Gatlinburg, TN 37738
615-436-5615
Established 1934
520,000 Acres

The Big Picture: In the early 1920s, the fledgling National Park Service first realized that most of its parks were out west, yet most of the taxpayers were back east. What better investment for the future, it reasoned, than to simply bring a park to the people? A decade later, Great Smoky Mountains was born. These days Great Smoky Mountains is
greatly appreciated: More visitors pass through its gates than through those of any other park. Granted, many of them choose to see the park from their cars–a 1988 study determined that one in six visitors never shuts off his engine–but if they took a walk they might see 200 species of birds, 28 species of salamanders, and an astounding 125 species of trees, just a day’s drive
away for half of the country’s population. Don’t be fooled by its aura of gentility: The Appalachian peaks that form its spine can be steeper than the Rockies, as many as 600 black bears roam the underbrush, and park rangers mount 70-odd rescue operations each year. There’s a reason the tangled, six- to 20-foot-high laurel and rhododendron forests are known locally as “hells.”

Where Everyone Goes:
Traffic report: 8,664,459 total visitors, 77,200 backcountry visitors

Every day between 9 and 11 A.M., thousands flow into Great Smoky Mountains via Newfound Gap Road (U.S. 441), a two-lane north-south highway that bisects the park. From points along the road, the observation tower atop 6,643-foot Clingmans Dome; Alum Cave Bluff, Chimney Tops, and Rainbow Falls trails; and the Elkmont and Smokemont campgrounds are just a blink away. Good thing,
too: These folks have places to be. At about three o’clock the park empties out as everyone heads for the outlet malls in Pigeon Forge, Tennessee, or for Cherokee, North Carolina, a real rubber-tomahawk town. Just about everyone who’s left in the park is likely ensconced at Smokemont, Elkmont, or Cades Cove, where there’s also a campground, a ranger station, a visitor center, and
an 11-mile paved loop open to cars, bikes, and walkers.

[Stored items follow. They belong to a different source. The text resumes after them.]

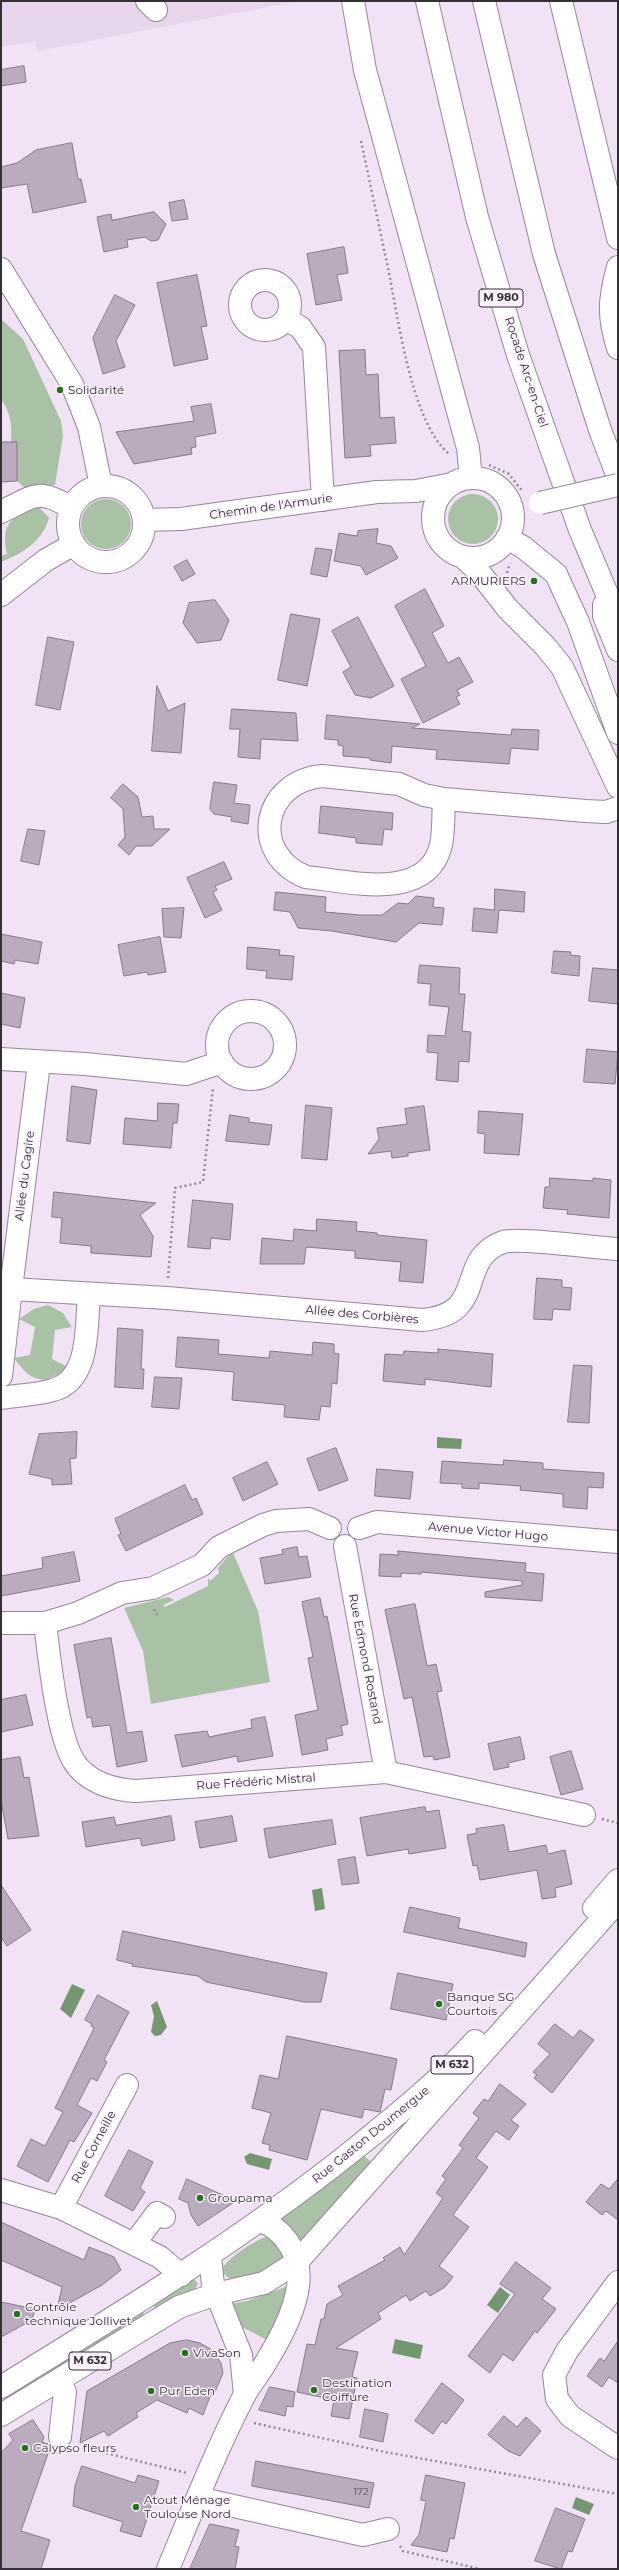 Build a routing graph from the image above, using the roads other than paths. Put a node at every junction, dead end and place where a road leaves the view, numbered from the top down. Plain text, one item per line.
1 (353, 1) edge
2 (427, 1) edge
3 (484, 1) edge
4 (561, 1) edge
5 (618, 238) edge
6 (618, 267) edge
7 (1, 269) edge
8 (287, 320) dead end
9 (618, 348) edge
10 (618, 477) edge
11 (462, 481) junction
12 (618, 485) edge
13 (101, 486) junction
14 (398, 492) junction
15 (324, 500) junction
16 (71, 508) junction
17 (512, 509) junction
18 (1, 512) edge
19 (433, 518) junction
20 (144, 520) junction
21 (504, 542) junction
22 (74, 544) junction
23 (463, 556) junction
24 (603, 588) junction
25 (1, 595) edge
26 (500, 598) junction
27 (618, 620) edge
28 (618, 650) edge
29 (618, 733) edge
30 (618, 787) edge
31 (444, 799) junction
32 (618, 808) edge
33 (1, 1059) edge
34 (39, 1062) junction
35 (222, 1062) road end
36 (618, 1249) edge
37 (11, 1288) junction
38 (89, 1294) junction
39 (1, 1376) edge
40 (1, 1398) edge
41 (330, 1528) junction
42 (359, 1528) junction
43 (618, 1542) edge
44 (345, 1546) junction
45 (1, 1623) edge
46 (45, 1623) junction
47 (386, 1772) junction
48 (584, 1815) dead end
49 (618, 1880) edge
50 (618, 1900) edge
51 (127, 2085) dead end
52 (1, 2190) edge
53 (61, 2208) junction
54 (164, 2217) dead end
55 (261, 2222) junction
56 (134, 2244) junction
57 (210, 2257) junction
58 (297, 2262) junction
59 (181, 2275) junction
60 (618, 2282) edge
61 (216, 2294) junction
62 (179, 2307) junction
63 (235, 2338) junction
64 (59, 2380) junction
65 (1, 2387) edge
66 (245, 2394) junction
67 (1, 2415) edge
68 (60, 2437) road end
69 (618, 2448) edge
70 (198, 2498) junction
71 (388, 2529) road end
72 (168, 2569) edge

1 - 11 main road
2 - 24 main road, Rocade Arc-en-Ciel / M 980
3 - 10 main road
4 - 5 main road
6 - 9 main road
7 - 13 main road
8 - 15 main road
11 - 14 main road, Chemin de l'Armurie
11 - 17 main road
11 - 19 main road
12 - 17 main road, bridge
13 - 16 main road
13 - 20 main road
14 - 15 main road, Chemin de l'Armurie
14 - 19 main road, Chemin de l'Armurie
15 - 20 main road, Chemin de l'Armurie
16 - 18 main road
16 - 22 main road
17 - 21 main road
19 - 23 main road
20 - 22 main road
21 - 23 main road
21 - 26 main road
21 - 29 main road
22 - 25 main road
23 - 26 main road
24 - 27 main road, Rocade Arc-en-Ciel / M 980
24 - 28 main road
26 - 30 main road
31 - 31 main road
31 - 32 main road
33 - 34 main road
34 - 35 main road
34 - 37 main road, Allée du Cagire
36 - 38 main road, Allée des Corbières
37 - 38 main road, Allée des Corbières
37 - 39 main road
38 - 40 main road
41 - 42 main road
41 - 44 main road
41 - 46 main road
42 - 43 main road, Avenue Victor Hugo
42 - 44 main road
44 - 47 main road, Rue Edmond Rostand
45 - 46 main road
46 - 47 main road, Rue Frédéric Mistral
47 - 48 main road, Rue Frédéric Mistral
49 - 55 main road, Rue Gaston Doumergue / M 632
50 - 58 main road, Rue Gaston Doumergue / M 632
51 - 53 main road, Rue Corneille
52 - 53 main road
53 - 56 main road
54 - 56 main road
55 - 57 main road, Rue Gaston Doumergue / M 632
55 - 58 main road
56 - 59 main road
57 - 59 main road, M 632
57 - 61 main road
58 - 61 main road, M 632
58 - 66 main road
59 - 65 main road, M 632
60 - 69 main road
61 - 62 main road, M 632
61 - 63 main road
62 - 63 main road
62 - 64 main road, M 632
63 - 66 main road
64 - 67 main road, M 632
64 - 68 main road
66 - 70 main road
70 - 71 main road
70 - 72 main road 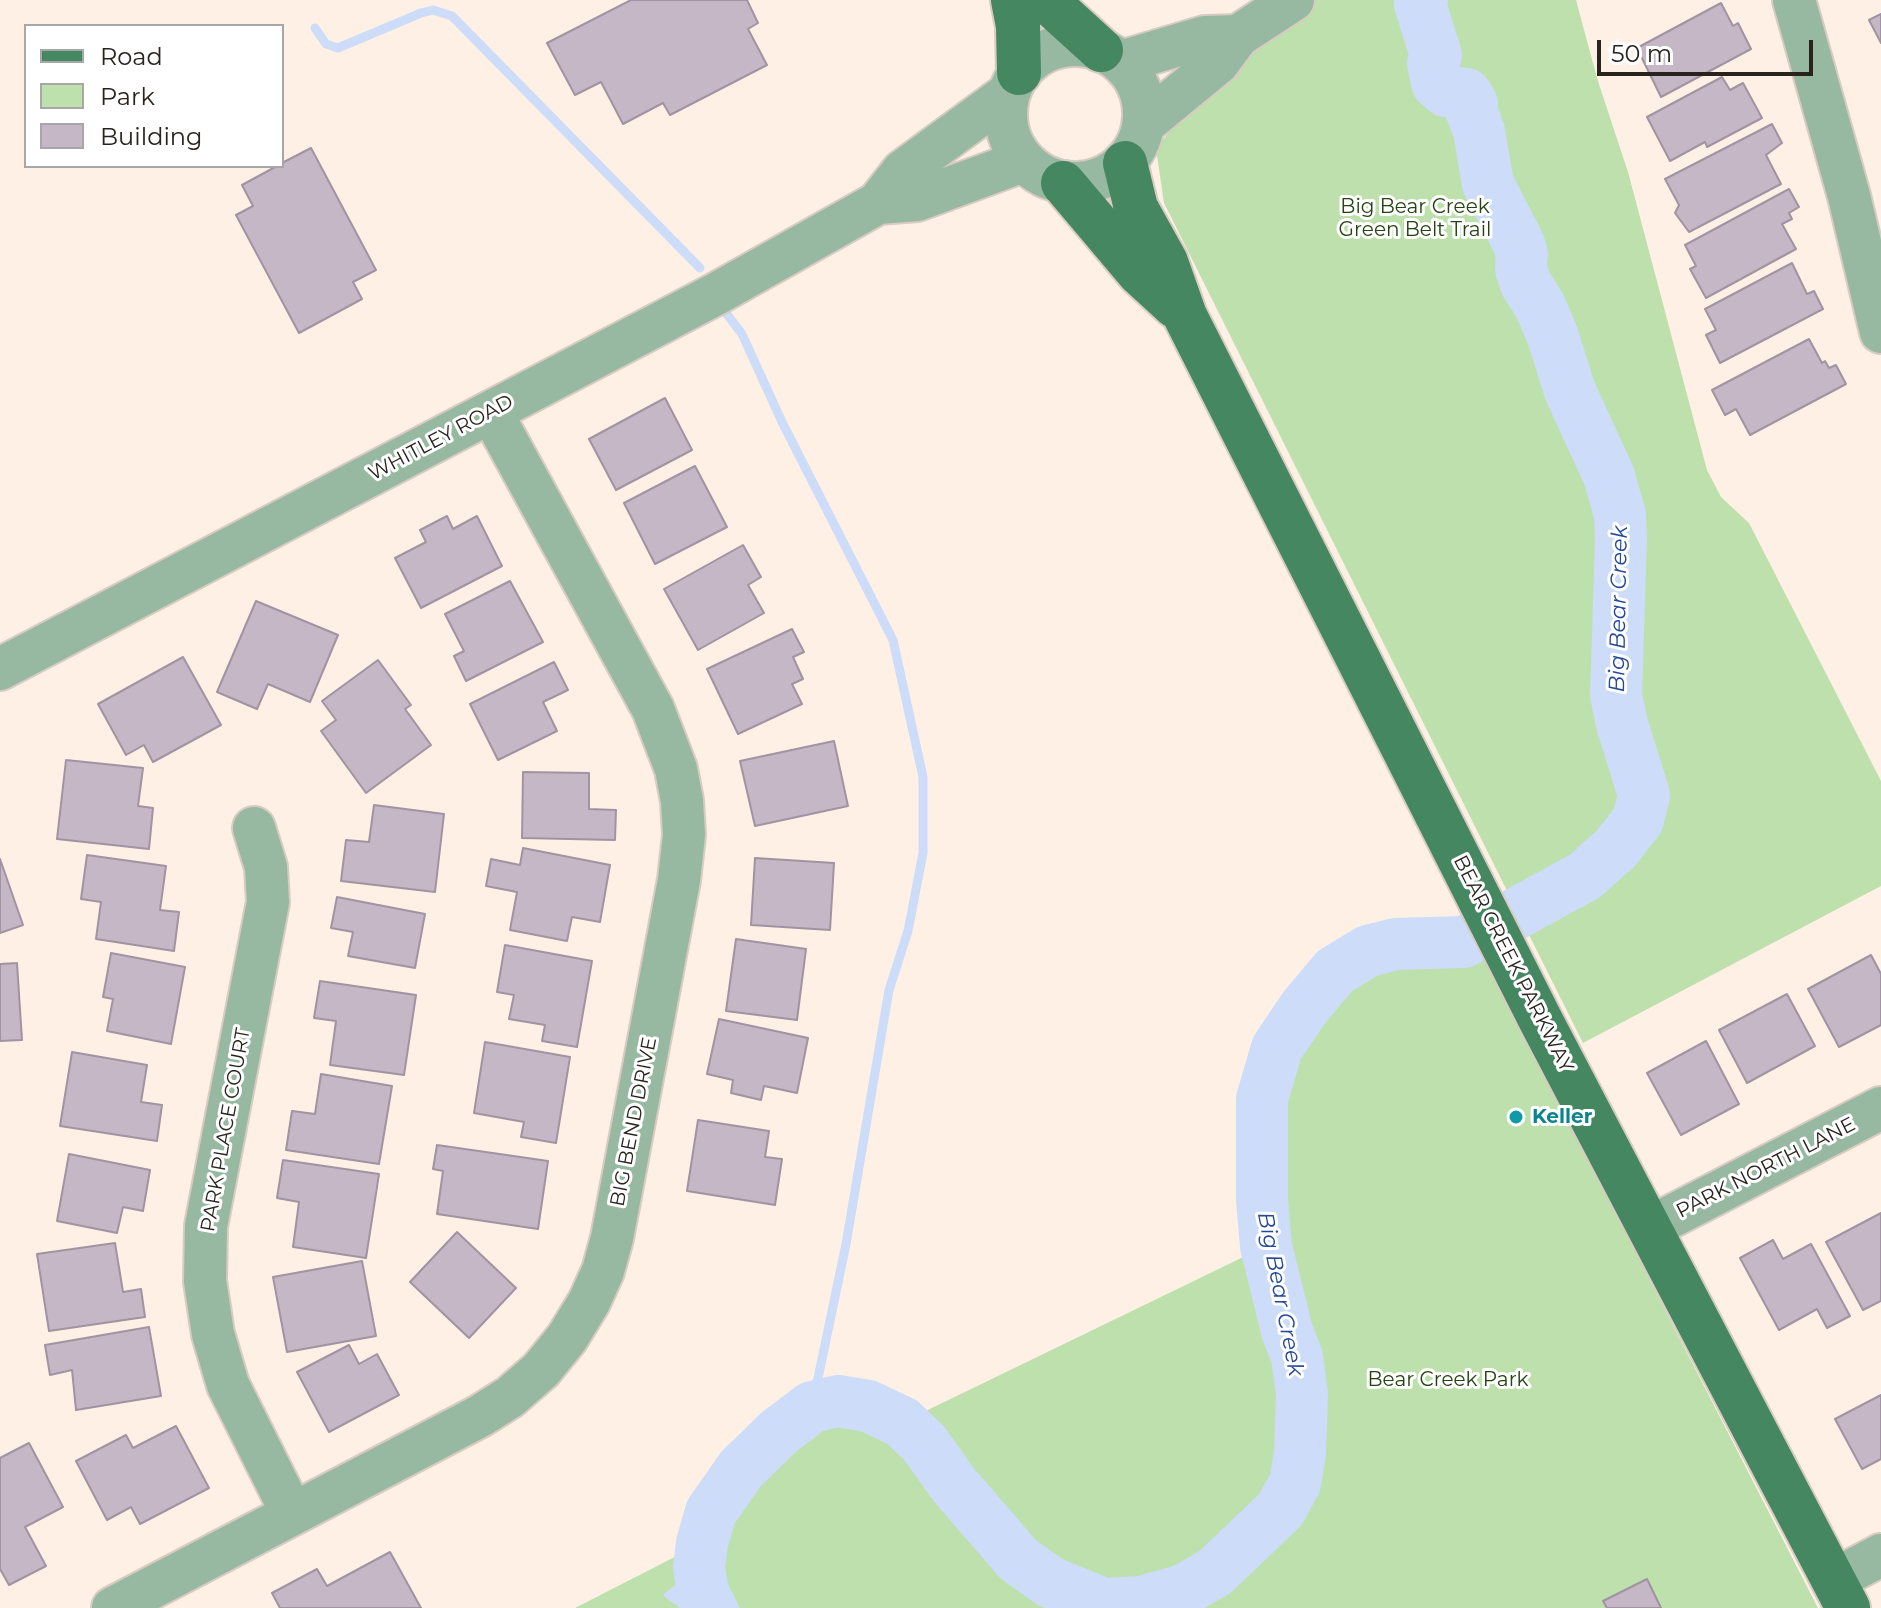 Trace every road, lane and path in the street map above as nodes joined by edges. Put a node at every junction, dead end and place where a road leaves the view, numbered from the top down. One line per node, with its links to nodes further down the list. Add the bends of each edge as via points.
1 (1013, 0): 7 (main road, via 1018,26)
2 (1046, 0): 6 (main road)
3 (1293, 0): 5 (street)
4 (1794, 0): 12 (street)
5 (1238, 36): 6 (street, via 1205,37); 8 (street, via 1218,63)
6 (1111, 56): 7 (street, via 1079,45 1057,47 1036,57); 8 (street, via 1135,79)
7 (1014, 84): 9 (street, via 1005,117); 13 (street, WHITLEY ROAD, via 903,171)
8 (1145, 123): 10 (street)
9 (1023, 161): 11 (street); 13 (street, WHITLEY ROAD, via 917,200)
10 (1125, 163): 11 (street, via 1086,183); 14 (main road, BEAR CREEK PARKWAY, via 1136,208 1166,262)
11 (1063, 183): 14 (main road, BEAR CREEK PARKWAY, via 1139,273)
12 (1865, 192): 15 (street)
13 (878, 203): 16 (street, WHITLEY ROAD)
14 (1185, 316): 20 (main road, BEAR CREEK PARKWAY)
15 (1881, 332)
16 (491, 412): 17 (street, WHITLEY ROAD); 21 (street, BIG BEND DRIVE, via 666,738 683,824 677,894 612,1238 579,1321 541,1370 495,1407)
17 (0, 669)
18 (254, 828): 21 (street, PARK PLACE COURT, via 266,867 268,902 206,1226 205,1281 228,1385)
19 (1881, 1108): 20 (street, PARK NORTH LANE)
20 (1651, 1227): 23 (main road, BEAR CREEK PARKWAY)
21 (292, 1513): 24 (street, BIG BEND DRIVE)
22 (1881, 1555): 23 (street)
23 (1841, 1594)
24 (113, 1608)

Where You Should Go: The park’s bucolic, wooded northeastern tip and its more riverine southwestern reach. Start in the northeast at the Cosby ranger station and take Snake Den Ridge Trail 4.6 miles south. Then follow Maddron Bald Trail 1.5 miles to Otter Creek campsite, one of 116 backcountry sites in the park (you’ll need a backcountry permit,
available at any ranger station). Spend the night there among giant spruce and Fraser firs, then hike another 2.5 miles to the spur into Albright Grove, an old-growth cove hardwood forest that escaped the saw during the park’s former life as timber-company land. You’ll know the trees by their giant size and their variety–about 30 species. From Cosby you can also catch the
2.5-mile Low Gap Trail to the Appalachian Trail, which cuts a 70-mile diagonal through the park along the crest of the Smokies. Camp on 6,621-foot Mount Guyot in one of 12 Adirondack-style shelters situated every eight to ten miles along the trail. Each three-sided stone shelter holds eight to ten hikers; call 615-436-1231 to reserve a space. And if you hear the gate rattling in
the night, don’t worry–it’s only a bear trying to get at your pack.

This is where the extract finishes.